Suppose that we do not know that every real Cauchy sequence converges. Since we know that if every subsequential limit of a sequence of real numbers converges to the same number, then the sequence itself converges to that number, let us try to get from a Cauchy sequence to this result.
Question: Suppose $(x_n)$ is a Cauchy sequence of real numbers. Show that every subsequential limit converges to the same real number.

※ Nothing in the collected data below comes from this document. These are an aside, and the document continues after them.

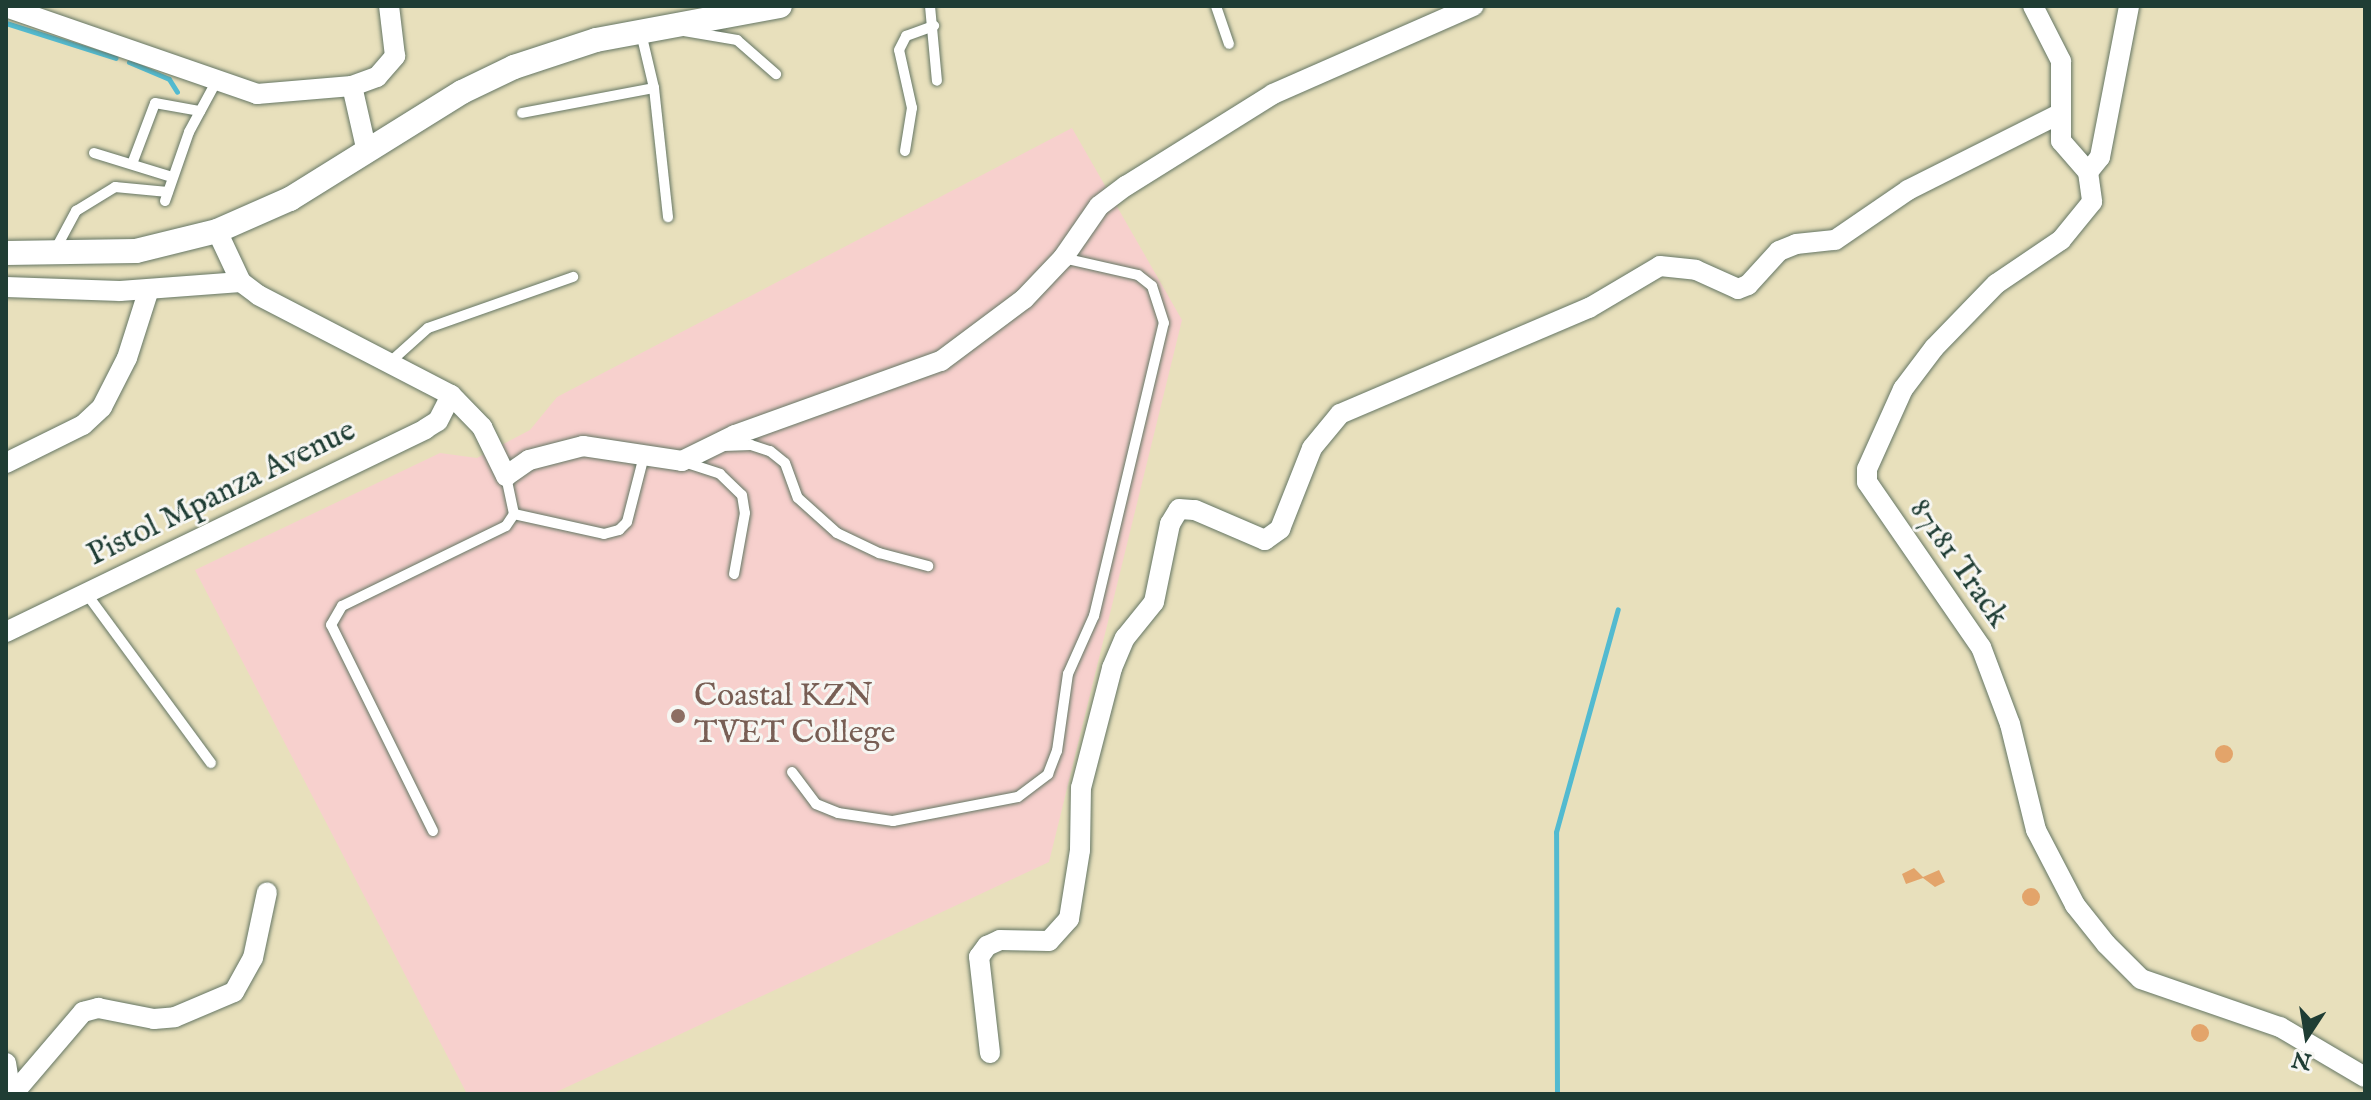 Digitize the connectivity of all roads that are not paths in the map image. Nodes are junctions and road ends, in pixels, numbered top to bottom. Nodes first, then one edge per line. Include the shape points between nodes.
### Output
1 (389, 6) edge
2 (780, 6) edge
3 (930, 6) edge
4 (1216, 6) edge
5 (1473, 6) edge
6 (2033, 6) edge
7 (2129, 6) edge
8 (6, 7) edge
9 (677, 25) junction
10 (934, 26) junction
11 (641, 31) junction
12 (1229, 44) dead end
13 (776, 74) dead end
14 (937, 81) dead end
15 (216, 82) junction
16 (352, 86) junction
17 (654, 88) junction
18 (200, 111) junction
19 (522, 113) dead end
20 (2059, 114) junction
21 (905, 151) dead end
22 (367, 152) junction
23 (94, 153) dead end
24 (132, 164) junction
25 (2088, 172) junction
26 (172, 177) junction
27 (668, 217) dead end
28 (217, 231) junction
29 (6, 253) edge
30 (54, 254) junction
31 (1063, 258) junction
32 (573, 277) dead end
33 (241, 282) junction
34 (6, 287) edge
35 (149, 289) junction
36 (389, 363) junction
37 (451, 395) junction
38 (709, 447) junction
39 (644, 456) junction
40 (682, 461) junction
41 (6, 463) edge
42 (506, 476) junction
43 (514, 514) junction
44 (928, 566) dead end
45 (734, 574) dead end
46 (86, 593) junction
47 (6, 632) edge
48 (211, 763) dead end
49 (792, 772) dead end
50 (433, 831) dead end
51 (267, 892) dead end
52 (990, 1053) dead end
53 (6, 1063) edge
54 (2365, 1077) edge
55 (12, 1094) edge

1 - 16 street via 395,56 387,70
2 - 9 street
3 - 10 lane
4 - 12 lane
5 - 31 street via 1273,94 1099,206
6 - 20 street via 2061,61
7 - 25 street via 2100,157
8 - 15 street via 139,49
9 - 11 street
9 - 13 lane via 684,31 737,40
10 - 14 lane
10 - 21 lane via 906,36 899,50 912,108
11 - 17 lane
11 - 22 street via 555,50 514,67
15 - 16 street via 257,94
15 - 18 lane
16 - 22 street
17 - 19 lane
17 - 27 lane
18 - 24 lane via 155,103
18 - 26 lane
20 - 25 street via 2061,141
20 - 52 street via 1908,190 1835,240 1779,251 1748,285 1738,289 1696,270 1660,266 1589,308 1340,414 1312,448 1280,529 1265,540 1195,510 1179,509 1170,524 1154,602 1125,638 1112,668 1081,788 1079,863 1069,919 1049,941 1000,940 979,957 979,996
22 - 28 street via 290,199
23 - 24 lane
24 - 26 lane
25 - 54 street, 87181 Track via 2092,202 2085,217 1985,294 1922,362 1886,425 1867,482 1981,647 2010,724 2036,830 2075,905 2106,944 2141,979 2280,1027
26 - 30 lane via 166,196 115,187 76,211
28 - 30 street via 136,251
28 - 33 street
29 - 30 street
31 - 38 street via 1006,314 941,361
31 - 49 lane via 1138,275 1152,286 1164,323 1101,590 1068,674 1057,751 1048,774 1018,797 908,821 838,813 816,804
32 - 36 lane via 428,328
33 - 35 street
33 - 36 street
34 - 35 street
35 - 41 street via 127,358 102,407 72,431
36 - 37 street
37 - 42 street via 482,427
37 - 46 street, Pistol Mpanza Avenue via 438,421 425,429
38 - 40 street
38 - 44 lane via 751,445 770,451 785,463 798,498 837,533 879,553
39 - 40 street
39 - 42 street via 583,446 558,449
39 - 43 lane via 627,522 619,530 604,534
40 - 45 lane via 720,474 742,495 745,513
42 - 43 lane
43 - 50 lane via 495,532 342,606 331,625
46 - 47 street, Pistol Mpanza Avenue
46 - 48 lane
51 - 55 street via 253,958 234,992 175,1017 154,1019 98,1008 83,1012
53 - 55 street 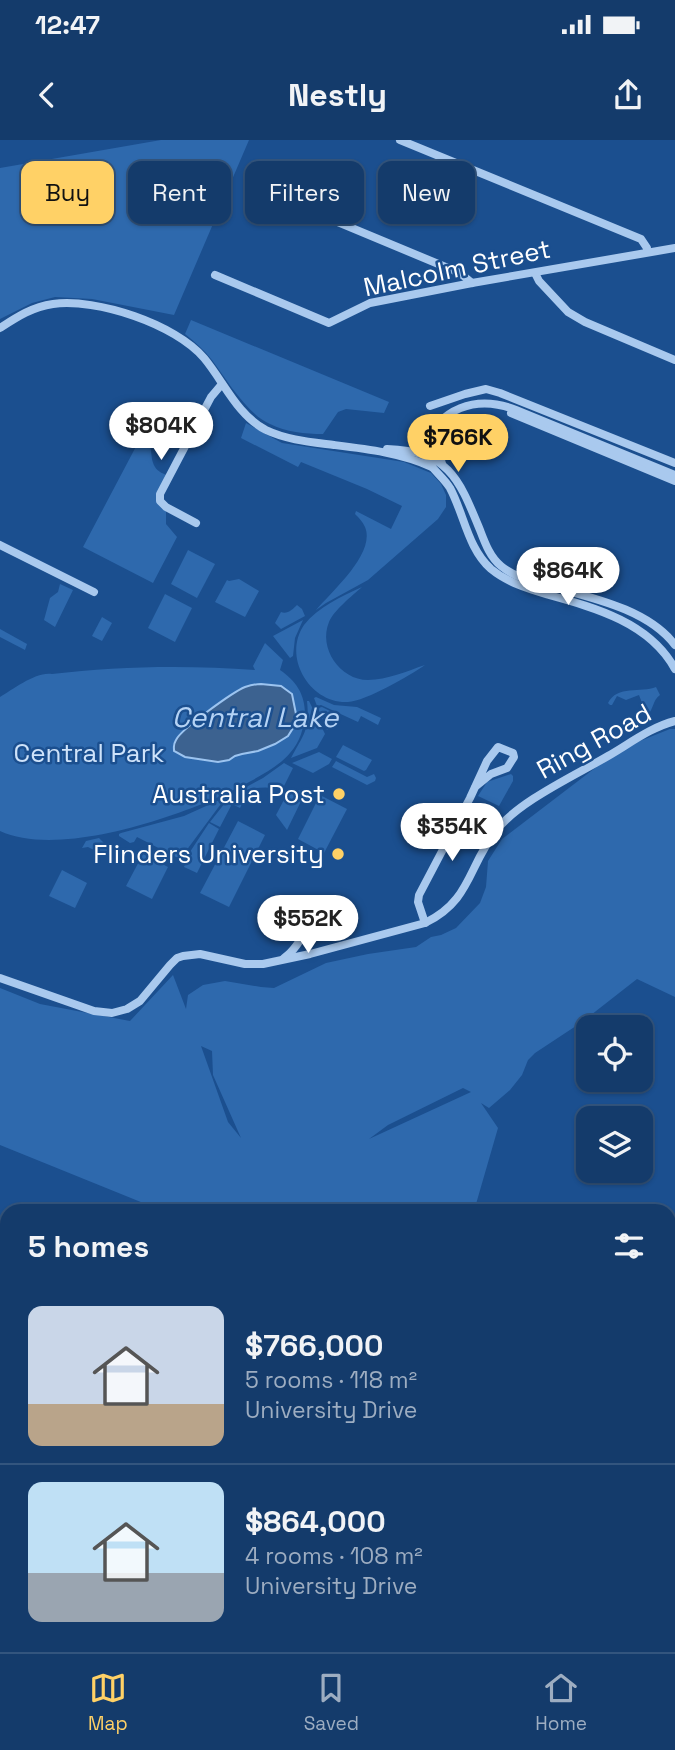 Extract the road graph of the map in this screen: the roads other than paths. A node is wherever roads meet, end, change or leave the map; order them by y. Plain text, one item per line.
1 (400, 140) edge
2 (342, 224) edge
3 (675, 248) edge
4 (647, 252) junction
5 (535, 273) junction
6 (215, 275) dead end
7 (472, 283) junction
8 (0, 328) edge
9 (675, 360) edge
10 (222, 384) junction
11 (430, 406) dead end
12 (439, 432) junction
13 (427, 439) junction
14 (367, 449) junction
15 (396, 450) junction
16 (425, 455) junction
17 (403, 457) junction
18 (675, 463) edge
19 (442, 464) junction
20 (433, 467) junction
21 (675, 475) edge
22 (675, 481) edge
23 (457, 505) junction
24 (472, 510) junction
25 (196, 523) dead end
26 (0, 545) edge
27 (94, 592) dead end
28 (675, 645) edge
29 (675, 669) edge
30 (675, 715) edge
31 (673, 723) edge
32 (475, 786) junction
33 (310, 923) dead end
34 (425, 923) junction
35 (279, 962) junction
36 (0, 978) edge

1 - 4 street
2 - 7 street
3 - 4 street, Malcolm Street
4 - 5 street, Malcolm Street
5 - 7 street, Malcolm Street
5 - 9 street
6 - 7 street, Malcolm Street
8 - 10 street
10 - 14 street
10 - 25 street
11 - 18 street
12 - 16 street
12 - 19 street
12 - 22 street
13 - 15 street
13 - 16 street
13 - 21 street
14 - 15 street
14 - 17 street
15 - 16 street
16 - 17 street
16 - 19 street
16 - 20 street
17 - 20 street
19 - 24 street
20 - 23 street
23 - 24 street
23 - 29 street
24 - 28 street
26 - 27 street
30 - 31 street, Ring Road
31 - 34 street, Ring Road
32 - 32 street
32 - 34 street
33 - 35 street
34 - 35 street, Ring Road
35 - 36 street, Ring Road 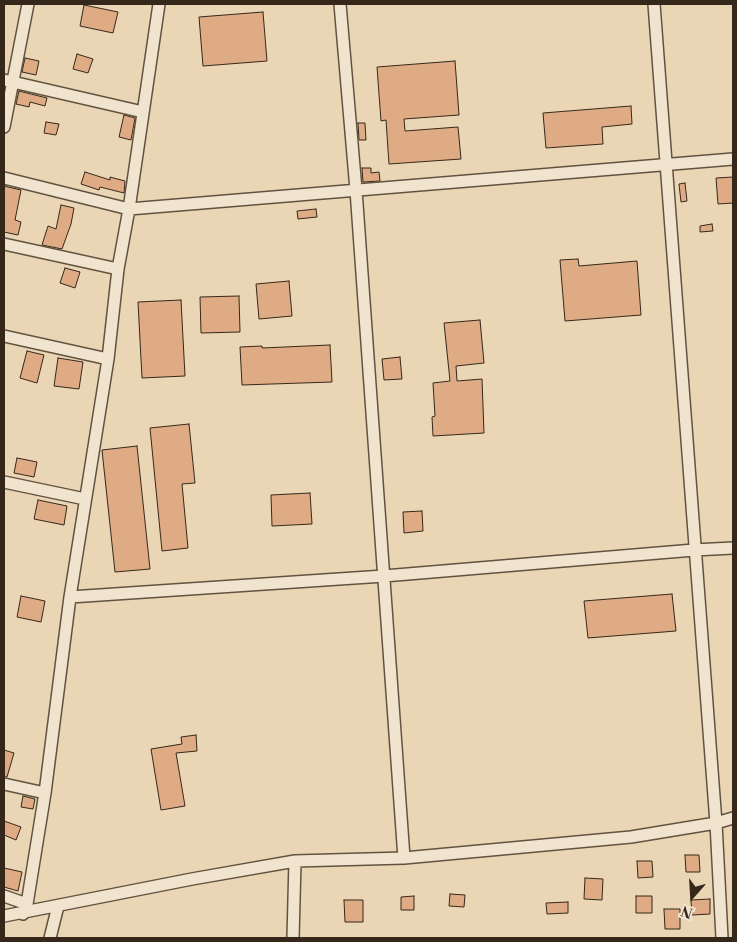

I have been struggling to come up with a solid proof for this question. I keep getting stuck after applying the fact that a Cauchy sequence is bounded and therefore has a convergent subsequence. How in the world do I show that all the subsequences converge to the same number?
Thank you in advance.
Part $1$: Convergent subsequence
From the definition of Cauchy Sequence, there exists $N\in\mathbb{N}$ such that $n\geq N$ implies $|x_N-x_n|<1$. This then implies that for all $n\geq N$ we have
$$x_N-1<x_n<x_N+1$$
and therefore for all $n\in\mathbb{N}$
$$\min\{x_1,x_2,...,x_{N-1},x_N-1\}\leq x_n \leq \max\{x_1,x_2,...,x_{N-1},x_N+1\}$$
This implies that $x_n$ is a bounded sequence. Then by the Bolzano–Weierstrass theorem we may conclude that $x_n$ has at least one convergent subsequence. Let us denote this subsequence by $x_{n_k}$ and let its limit be
$$\lim_{k\to\infty} x_{n_k}=L$$
Part $2$: Entire sequence converges
Now, let $\epsilon>0$ be given. By definition, there exists $N_1\in\mathbb{N}$ such that $k\geq N$ implies $|x_{n_k}-L|<\frac{\epsilon}{2}$. Additionally, there exists $N_2\in\mathbb{N}$ such that $N_2\leq n\leq m$ implies $|x_n-x_m|<\frac{\epsilon}{2}$. Now, choose $N=\max\{n_{N_1},N_2\}$ and let $l$ be the smallest natural such that $n_l\geq N$ and $x_{n_l}$ is a member of the convergent subsequence. Then for all $n\geq N$ we have
$$\bigg||x_n-L|-|x_{n_l}-L|\bigg|\leq |(x_n-L)-(x_{n_l}-L)|=|x_n-x_{n_l}|<\frac{\epsilon}{2}$$
(the first step in this equation is the reverse triangle inequality). This then implies
$$0\leq |x_n-L|<\frac{\epsilon}{2}+\frac{\epsilon}{2}=\epsilon$$
(since $|x_{n_l}-L|<\frac{\epsilon}{2}$). We conclude that
$$\lim_{n\to\infty}x_n=L$$
Part 3: Convergent subsequences
Let $\epsilon>0$ be given. By defintion there exists $N\in\mathbb{N}$ such that $n\geq N$ implies $|x_n-L|<\epsilon$. Now, let $x_{n_k}$ be any subsequence of $x_n$ and note that $n_k\geq k$. Therefore, for all $k\geq N$ we have $n_k\geq k\geq N$. This implies
$$|x_{n_k}-L|<\epsilon$$
We conclude
$$\lim_{k\to\infty}x_{n_k}=L$$